> [Task directions]
It would help if you retyped the data exactly, leaving out the pictures.

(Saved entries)
§ §

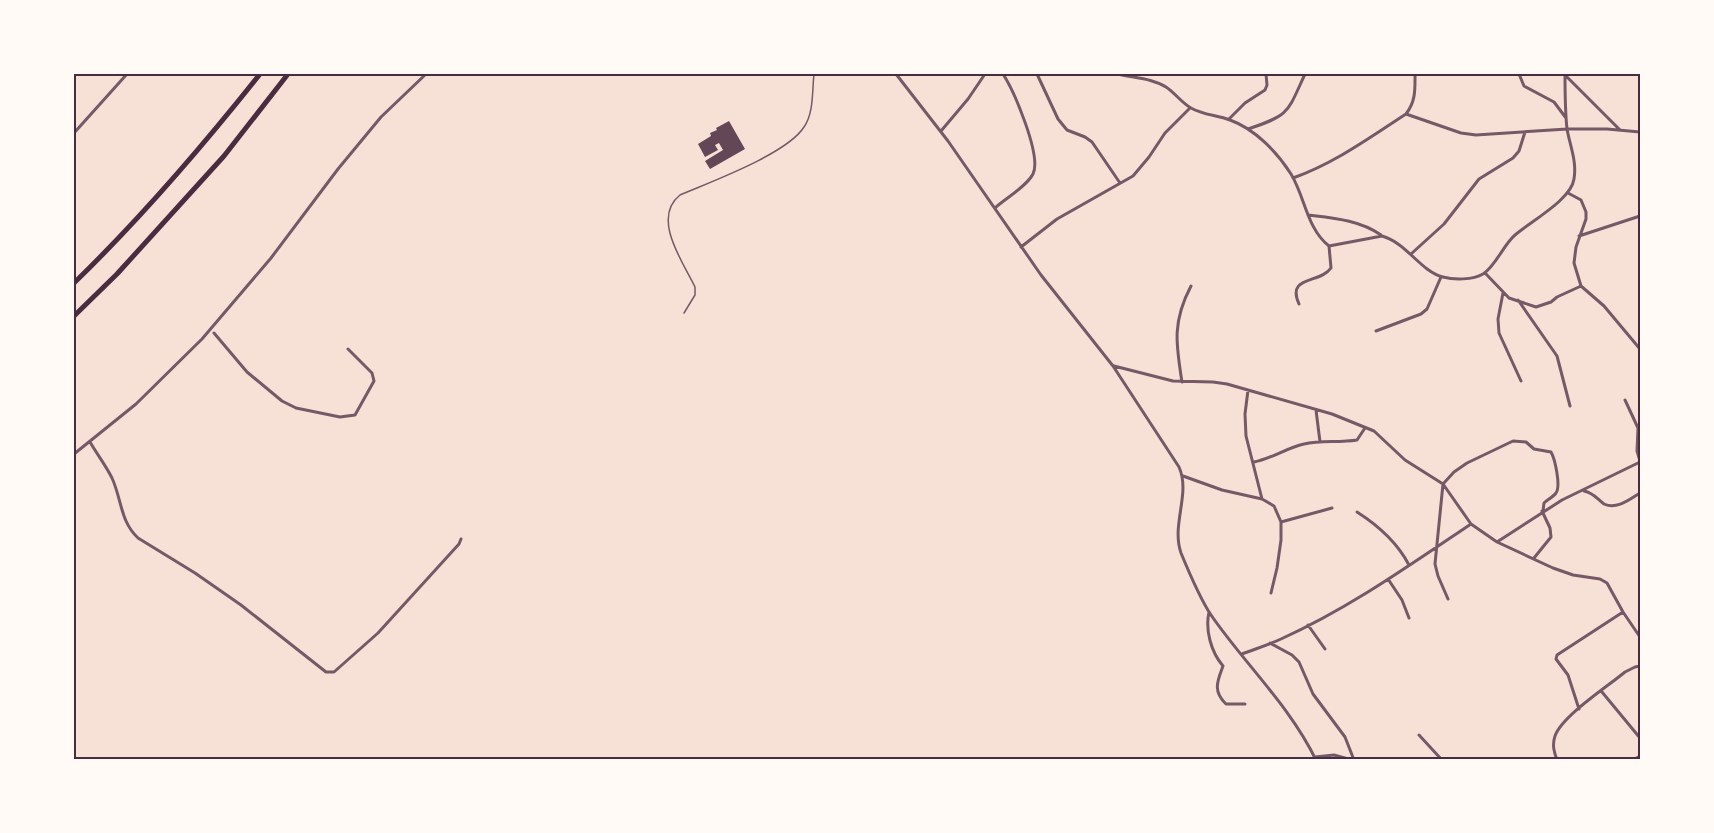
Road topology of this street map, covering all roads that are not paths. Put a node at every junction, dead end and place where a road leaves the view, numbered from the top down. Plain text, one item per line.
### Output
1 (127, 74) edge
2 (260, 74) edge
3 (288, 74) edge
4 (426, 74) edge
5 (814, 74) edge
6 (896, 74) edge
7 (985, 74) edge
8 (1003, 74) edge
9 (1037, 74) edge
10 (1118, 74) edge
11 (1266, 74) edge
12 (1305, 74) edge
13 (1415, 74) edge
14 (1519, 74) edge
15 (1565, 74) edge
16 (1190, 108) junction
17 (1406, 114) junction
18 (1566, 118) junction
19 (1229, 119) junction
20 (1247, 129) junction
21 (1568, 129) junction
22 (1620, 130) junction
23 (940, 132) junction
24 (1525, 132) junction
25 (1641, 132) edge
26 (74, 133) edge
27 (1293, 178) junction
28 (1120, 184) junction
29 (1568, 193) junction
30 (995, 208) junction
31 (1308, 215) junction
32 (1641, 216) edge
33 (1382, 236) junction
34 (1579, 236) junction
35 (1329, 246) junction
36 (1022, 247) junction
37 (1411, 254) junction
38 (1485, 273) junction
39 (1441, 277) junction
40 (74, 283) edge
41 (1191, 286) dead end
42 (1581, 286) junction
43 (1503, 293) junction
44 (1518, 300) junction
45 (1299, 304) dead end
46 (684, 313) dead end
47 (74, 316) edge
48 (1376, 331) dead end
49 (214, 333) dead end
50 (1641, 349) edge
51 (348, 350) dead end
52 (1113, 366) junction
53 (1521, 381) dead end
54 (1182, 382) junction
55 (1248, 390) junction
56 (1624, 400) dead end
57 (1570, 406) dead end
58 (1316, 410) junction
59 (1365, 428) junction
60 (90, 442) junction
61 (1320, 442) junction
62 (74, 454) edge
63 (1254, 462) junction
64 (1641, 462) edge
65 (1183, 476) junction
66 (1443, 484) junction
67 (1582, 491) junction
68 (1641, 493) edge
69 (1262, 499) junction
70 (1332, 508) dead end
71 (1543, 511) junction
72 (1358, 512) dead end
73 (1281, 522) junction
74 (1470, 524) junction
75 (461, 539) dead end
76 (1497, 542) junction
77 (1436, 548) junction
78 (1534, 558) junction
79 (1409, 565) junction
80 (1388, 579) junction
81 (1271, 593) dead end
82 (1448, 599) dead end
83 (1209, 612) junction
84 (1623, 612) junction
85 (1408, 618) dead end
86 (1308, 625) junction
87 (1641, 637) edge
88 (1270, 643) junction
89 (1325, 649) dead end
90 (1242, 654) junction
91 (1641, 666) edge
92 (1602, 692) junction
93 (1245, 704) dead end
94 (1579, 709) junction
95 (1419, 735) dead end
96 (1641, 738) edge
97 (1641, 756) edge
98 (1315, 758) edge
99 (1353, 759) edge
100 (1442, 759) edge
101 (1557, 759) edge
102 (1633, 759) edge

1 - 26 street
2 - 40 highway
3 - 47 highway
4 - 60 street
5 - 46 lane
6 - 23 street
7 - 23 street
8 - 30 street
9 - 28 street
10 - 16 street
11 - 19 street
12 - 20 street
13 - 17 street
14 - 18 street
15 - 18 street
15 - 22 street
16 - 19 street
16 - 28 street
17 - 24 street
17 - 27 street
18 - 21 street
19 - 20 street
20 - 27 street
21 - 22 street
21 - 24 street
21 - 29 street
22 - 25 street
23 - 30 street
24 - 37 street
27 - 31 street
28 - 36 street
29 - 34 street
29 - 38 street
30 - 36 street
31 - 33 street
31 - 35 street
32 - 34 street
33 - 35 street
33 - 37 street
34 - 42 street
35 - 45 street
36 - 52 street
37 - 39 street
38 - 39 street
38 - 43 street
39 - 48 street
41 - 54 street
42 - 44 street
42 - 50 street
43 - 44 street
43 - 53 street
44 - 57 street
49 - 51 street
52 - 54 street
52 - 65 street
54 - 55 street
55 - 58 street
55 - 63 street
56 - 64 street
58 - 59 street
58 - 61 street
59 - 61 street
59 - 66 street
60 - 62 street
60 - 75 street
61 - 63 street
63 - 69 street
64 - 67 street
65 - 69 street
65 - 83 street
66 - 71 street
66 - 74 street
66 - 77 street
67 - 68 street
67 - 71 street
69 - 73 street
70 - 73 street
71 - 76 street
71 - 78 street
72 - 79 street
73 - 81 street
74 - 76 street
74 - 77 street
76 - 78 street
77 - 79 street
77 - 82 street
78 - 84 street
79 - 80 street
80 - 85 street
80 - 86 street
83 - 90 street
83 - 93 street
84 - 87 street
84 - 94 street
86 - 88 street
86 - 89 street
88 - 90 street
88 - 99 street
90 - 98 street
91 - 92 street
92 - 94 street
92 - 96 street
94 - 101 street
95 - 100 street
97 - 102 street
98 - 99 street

§ §

> [Solution]
Road topology of this street map, covering all roads that are not paths. Put a node at every junction, dead end and place where a road leaves the view, numbered from the top down. Plain text, one item per line.
### Output
1 (127, 74) edge
2 (260, 74) edge
3 (288, 74) edge
4 (426, 74) edge
5 (814, 74) edge
6 (896, 74) edge
7 (985, 74) edge
8 (1003, 74) edge
9 (1037, 74) edge
10 (1118, 74) edge
11 (1266, 74) edge
12 (1305, 74) edge
13 (1415, 74) edge
14 (1519, 74) edge
15 (1565, 74) edge
16 (1190, 108) junction
17 (1406, 114) junction
18 (1566, 118) junction
19 (1229, 119) junction
20 (1247, 129) junction
21 (1568, 129) junction
22 (1620, 130) junction
23 (940, 132) junction
24 (1525, 132) junction
25 (1641, 132) edge
26 (74, 133) edge
27 (1293, 178) junction
28 (1120, 184) junction
29 (1568, 193) junction
30 (995, 208) junction
31 (1308, 215) junction
32 (1641, 216) edge
33 (1382, 236) junction
34 (1579, 236) junction
35 (1329, 246) junction
36 (1022, 247) junction
37 (1411, 254) junction
38 (1485, 273) junction
39 (1441, 277) junction
40 (74, 283) edge
41 (1191, 286) dead end
42 (1581, 286) junction
43 (1503, 293) junction
44 (1518, 300) junction
45 (1299, 304) dead end
46 (684, 313) dead end
47 (74, 316) edge
48 (1376, 331) dead end
49 (214, 333) dead end
50 (1641, 349) edge
51 (348, 350) dead end
52 (1113, 366) junction
53 (1521, 381) dead end
54 (1182, 382) junction
55 (1248, 390) junction
56 (1624, 400) dead end
57 (1570, 406) dead end
58 (1316, 410) junction
59 (1365, 428) junction
60 (90, 442) junction
61 (1320, 442) junction
62 (74, 454) edge
63 (1254, 462) junction
64 (1641, 462) edge
65 (1183, 476) junction
66 (1443, 484) junction
67 (1582, 491) junction
68 (1641, 493) edge
69 (1262, 499) junction
70 (1332, 508) dead end
71 (1543, 511) junction
72 (1358, 512) dead end
73 (1281, 522) junction
74 (1470, 524) junction
75 (461, 539) dead end
76 (1497, 542) junction
77 (1436, 548) junction
78 (1534, 558) junction
79 (1409, 565) junction
80 (1388, 579) junction
81 (1271, 593) dead end
82 (1448, 599) dead end
83 (1209, 612) junction
84 (1623, 612) junction
85 (1408, 618) dead end
86 (1308, 625) junction
87 (1641, 637) edge
88 (1270, 643) junction
89 (1325, 649) dead end
90 (1242, 654) junction
91 (1641, 666) edge
92 (1602, 692) junction
93 (1245, 704) dead end
94 (1579, 709) junction
95 (1419, 735) dead end
96 (1641, 738) edge
97 (1641, 756) edge
98 (1315, 758) edge
99 (1353, 759) edge
100 (1442, 759) edge
101 (1557, 759) edge
102 (1633, 759) edge

1 - 26 street
2 - 40 highway
3 - 47 highway
4 - 60 street
5 - 46 lane
6 - 23 street
7 - 23 street
8 - 30 street
9 - 28 street
10 - 16 street
11 - 19 street
12 - 20 street
13 - 17 street
14 - 18 street
15 - 18 street
15 - 22 street
16 - 19 street
16 - 28 street
17 - 24 street
17 - 27 street
18 - 21 street
19 - 20 street
20 - 27 street
21 - 22 street
21 - 24 street
21 - 29 street
22 - 25 street
23 - 30 street
24 - 37 street
27 - 31 street
28 - 36 street
29 - 34 street
29 - 38 street
30 - 36 street
31 - 33 street
31 - 35 street
32 - 34 street
33 - 35 street
33 - 37 street
34 - 42 street
35 - 45 street
36 - 52 street
37 - 39 street
38 - 39 street
38 - 43 street
39 - 48 street
41 - 54 street
42 - 44 street
42 - 50 street
43 - 44 street
43 - 53 street
44 - 57 street
49 - 51 street
52 - 54 street
52 - 65 street
54 - 55 street
55 - 58 street
55 - 63 street
56 - 64 street
58 - 59 street
58 - 61 street
59 - 61 street
59 - 66 street
60 - 62 street
60 - 75 street
61 - 63 street
63 - 69 street
64 - 67 street
65 - 69 street
65 - 83 street
66 - 71 street
66 - 74 street
66 - 77 street
67 - 68 street
67 - 71 street
69 - 73 street
70 - 73 street
71 - 76 street
71 - 78 street
72 - 79 street
73 - 81 street
74 - 76 street
74 - 77 street
76 - 78 street
77 - 79 street
77 - 82 street
78 - 84 street
79 - 80 street
80 - 85 street
80 - 86 street
83 - 90 street
83 - 93 street
84 - 87 street
84 - 94 street
86 - 88 street
86 - 89 street
88 - 90 street
88 - 99 street
90 - 98 street
91 - 92 street
92 - 94 street
92 - 96 street
94 - 101 street
95 - 100 street
97 - 102 street
98 - 99 street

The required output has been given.